Data for review:
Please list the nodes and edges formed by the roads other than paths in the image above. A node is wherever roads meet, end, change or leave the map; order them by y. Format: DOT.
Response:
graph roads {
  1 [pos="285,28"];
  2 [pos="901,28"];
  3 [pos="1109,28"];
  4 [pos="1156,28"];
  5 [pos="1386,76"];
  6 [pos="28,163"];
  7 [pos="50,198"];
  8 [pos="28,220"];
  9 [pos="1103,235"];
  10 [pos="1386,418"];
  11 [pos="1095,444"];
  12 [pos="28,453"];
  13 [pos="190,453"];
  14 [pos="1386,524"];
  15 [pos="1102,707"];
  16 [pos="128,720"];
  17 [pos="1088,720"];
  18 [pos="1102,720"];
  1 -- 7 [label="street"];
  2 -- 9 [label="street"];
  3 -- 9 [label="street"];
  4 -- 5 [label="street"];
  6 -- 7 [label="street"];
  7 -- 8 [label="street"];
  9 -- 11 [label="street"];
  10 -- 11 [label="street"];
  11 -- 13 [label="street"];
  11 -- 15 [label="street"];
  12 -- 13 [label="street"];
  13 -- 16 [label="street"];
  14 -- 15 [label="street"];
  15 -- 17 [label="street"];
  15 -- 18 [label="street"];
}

Directions for this task: Reproduce all of the data. Leave every line unchanged.

Solution to the exercise:
Please list the nodes and edges formed by the roads other than paths in the image above. A node is wherever roads meet, end, change or leave the map; order them by y. Format: DOT.
Response:
graph roads {
  1 [pos="285,28"];
  2 [pos="901,28"];
  3 [pos="1109,28"];
  4 [pos="1156,28"];
  5 [pos="1386,76"];
  6 [pos="28,163"];
  7 [pos="50,198"];
  8 [pos="28,220"];
  9 [pos="1103,235"];
  10 [pos="1386,418"];
  11 [pos="1095,444"];
  12 [pos="28,453"];
  13 [pos="190,453"];
  14 [pos="1386,524"];
  15 [pos="1102,707"];
  16 [pos="128,720"];
  17 [pos="1088,720"];
  18 [pos="1102,720"];
  1 -- 7 [label="street"];
  2 -- 9 [label="street"];
  3 -- 9 [label="street"];
  4 -- 5 [label="street"];
  6 -- 7 [label="street"];
  7 -- 8 [label="street"];
  9 -- 11 [label="street"];
  10 -- 11 [label="street"];
  11 -- 13 [label="street"];
  11 -- 15 [label="street"];
  12 -- 13 [label="street"];
  13 -- 16 [label="street"];
  14 -- 15 [label="street"];
  15 -- 17 [label="street"];
  15 -- 18 [label="street"];
}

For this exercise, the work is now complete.